Problem requirements = The records appear below. Report how many of their lines contain the word "include", giving the number alone.

Records from a data collection

┄┄┄┄┄┄┄┄┄┄┄┄┄┄┄┄┄┄┄┄

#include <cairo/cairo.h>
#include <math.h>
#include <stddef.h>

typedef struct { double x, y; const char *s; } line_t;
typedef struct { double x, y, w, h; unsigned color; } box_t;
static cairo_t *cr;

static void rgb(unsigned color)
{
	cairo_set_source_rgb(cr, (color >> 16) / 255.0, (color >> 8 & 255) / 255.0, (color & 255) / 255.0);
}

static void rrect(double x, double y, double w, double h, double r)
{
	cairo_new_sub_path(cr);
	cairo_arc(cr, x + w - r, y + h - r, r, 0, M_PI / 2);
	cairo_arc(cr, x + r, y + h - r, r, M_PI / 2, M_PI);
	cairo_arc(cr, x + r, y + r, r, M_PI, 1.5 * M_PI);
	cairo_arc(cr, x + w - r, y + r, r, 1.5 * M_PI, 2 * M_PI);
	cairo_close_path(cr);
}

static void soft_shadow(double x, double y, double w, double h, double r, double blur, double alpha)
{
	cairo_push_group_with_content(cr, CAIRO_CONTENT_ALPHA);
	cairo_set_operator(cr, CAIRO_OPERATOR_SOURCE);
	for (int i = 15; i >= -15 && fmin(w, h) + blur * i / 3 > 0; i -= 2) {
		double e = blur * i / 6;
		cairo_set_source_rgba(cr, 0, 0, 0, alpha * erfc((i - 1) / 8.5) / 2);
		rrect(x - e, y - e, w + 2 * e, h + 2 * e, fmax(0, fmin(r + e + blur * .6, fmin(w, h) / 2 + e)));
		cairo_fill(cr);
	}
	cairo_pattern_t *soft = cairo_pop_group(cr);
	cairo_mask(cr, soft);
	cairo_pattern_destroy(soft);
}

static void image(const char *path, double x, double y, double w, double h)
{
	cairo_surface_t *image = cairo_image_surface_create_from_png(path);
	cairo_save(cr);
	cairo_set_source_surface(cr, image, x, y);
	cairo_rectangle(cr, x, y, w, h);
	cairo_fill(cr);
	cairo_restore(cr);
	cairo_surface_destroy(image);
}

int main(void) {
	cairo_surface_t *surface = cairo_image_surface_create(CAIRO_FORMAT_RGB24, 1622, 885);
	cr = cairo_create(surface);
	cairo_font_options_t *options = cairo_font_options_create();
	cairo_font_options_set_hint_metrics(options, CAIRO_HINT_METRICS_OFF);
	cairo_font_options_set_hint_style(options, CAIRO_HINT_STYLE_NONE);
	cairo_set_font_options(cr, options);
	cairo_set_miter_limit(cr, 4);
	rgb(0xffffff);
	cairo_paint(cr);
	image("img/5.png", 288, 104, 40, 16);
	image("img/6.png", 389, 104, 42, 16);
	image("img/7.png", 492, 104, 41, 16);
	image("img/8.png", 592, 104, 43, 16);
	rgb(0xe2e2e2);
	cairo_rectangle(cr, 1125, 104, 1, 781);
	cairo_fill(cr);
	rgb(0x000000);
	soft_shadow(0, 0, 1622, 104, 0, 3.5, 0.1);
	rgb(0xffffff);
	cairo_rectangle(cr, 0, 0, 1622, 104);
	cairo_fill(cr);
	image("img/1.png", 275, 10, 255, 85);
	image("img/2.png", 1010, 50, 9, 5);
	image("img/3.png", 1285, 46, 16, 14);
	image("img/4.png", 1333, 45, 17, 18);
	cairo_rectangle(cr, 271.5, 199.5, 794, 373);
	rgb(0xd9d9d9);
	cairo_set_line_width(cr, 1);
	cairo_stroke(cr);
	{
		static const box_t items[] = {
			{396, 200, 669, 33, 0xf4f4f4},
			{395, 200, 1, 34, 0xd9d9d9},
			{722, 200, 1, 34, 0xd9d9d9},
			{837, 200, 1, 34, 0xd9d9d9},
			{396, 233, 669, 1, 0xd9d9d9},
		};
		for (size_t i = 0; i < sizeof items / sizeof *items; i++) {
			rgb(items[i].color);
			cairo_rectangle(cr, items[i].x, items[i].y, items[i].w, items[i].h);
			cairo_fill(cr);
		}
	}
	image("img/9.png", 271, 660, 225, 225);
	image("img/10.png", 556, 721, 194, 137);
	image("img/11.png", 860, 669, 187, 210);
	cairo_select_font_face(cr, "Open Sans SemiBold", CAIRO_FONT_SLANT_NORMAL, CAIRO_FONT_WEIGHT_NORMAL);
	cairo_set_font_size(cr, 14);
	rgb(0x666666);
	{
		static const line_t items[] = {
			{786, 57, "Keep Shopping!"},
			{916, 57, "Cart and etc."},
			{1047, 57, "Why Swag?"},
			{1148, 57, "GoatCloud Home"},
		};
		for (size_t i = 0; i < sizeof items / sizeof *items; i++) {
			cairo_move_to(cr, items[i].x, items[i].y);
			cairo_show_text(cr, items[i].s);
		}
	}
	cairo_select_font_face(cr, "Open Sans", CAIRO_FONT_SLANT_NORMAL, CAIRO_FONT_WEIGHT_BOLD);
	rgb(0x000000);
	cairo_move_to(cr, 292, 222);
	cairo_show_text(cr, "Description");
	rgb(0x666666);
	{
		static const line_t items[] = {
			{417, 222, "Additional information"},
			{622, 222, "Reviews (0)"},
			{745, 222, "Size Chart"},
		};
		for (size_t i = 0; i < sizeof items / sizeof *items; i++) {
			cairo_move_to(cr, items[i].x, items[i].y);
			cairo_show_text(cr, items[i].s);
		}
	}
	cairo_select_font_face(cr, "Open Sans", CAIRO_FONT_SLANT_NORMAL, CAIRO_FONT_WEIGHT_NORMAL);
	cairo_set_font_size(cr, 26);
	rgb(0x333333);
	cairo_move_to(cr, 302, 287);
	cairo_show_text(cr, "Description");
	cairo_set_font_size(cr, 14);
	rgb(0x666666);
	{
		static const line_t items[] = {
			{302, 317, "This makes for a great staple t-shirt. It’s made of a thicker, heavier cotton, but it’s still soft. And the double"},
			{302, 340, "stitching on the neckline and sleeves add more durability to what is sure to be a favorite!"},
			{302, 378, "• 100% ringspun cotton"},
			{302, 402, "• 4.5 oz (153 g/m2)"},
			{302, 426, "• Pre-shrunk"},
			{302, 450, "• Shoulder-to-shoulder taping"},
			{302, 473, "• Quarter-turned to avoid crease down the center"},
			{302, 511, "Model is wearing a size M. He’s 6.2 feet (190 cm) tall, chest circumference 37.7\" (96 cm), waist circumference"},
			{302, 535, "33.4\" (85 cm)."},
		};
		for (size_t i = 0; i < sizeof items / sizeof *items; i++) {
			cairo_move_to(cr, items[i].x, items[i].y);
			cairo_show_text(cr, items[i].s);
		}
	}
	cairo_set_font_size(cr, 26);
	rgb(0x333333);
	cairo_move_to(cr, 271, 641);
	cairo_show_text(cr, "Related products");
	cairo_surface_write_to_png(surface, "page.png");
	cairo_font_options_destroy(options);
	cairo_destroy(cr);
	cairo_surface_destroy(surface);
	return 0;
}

┄┄┄┄┄┄┄┄┄┄┄┄┄┄┄┄┄┄┄┄

Solution to the problem = 3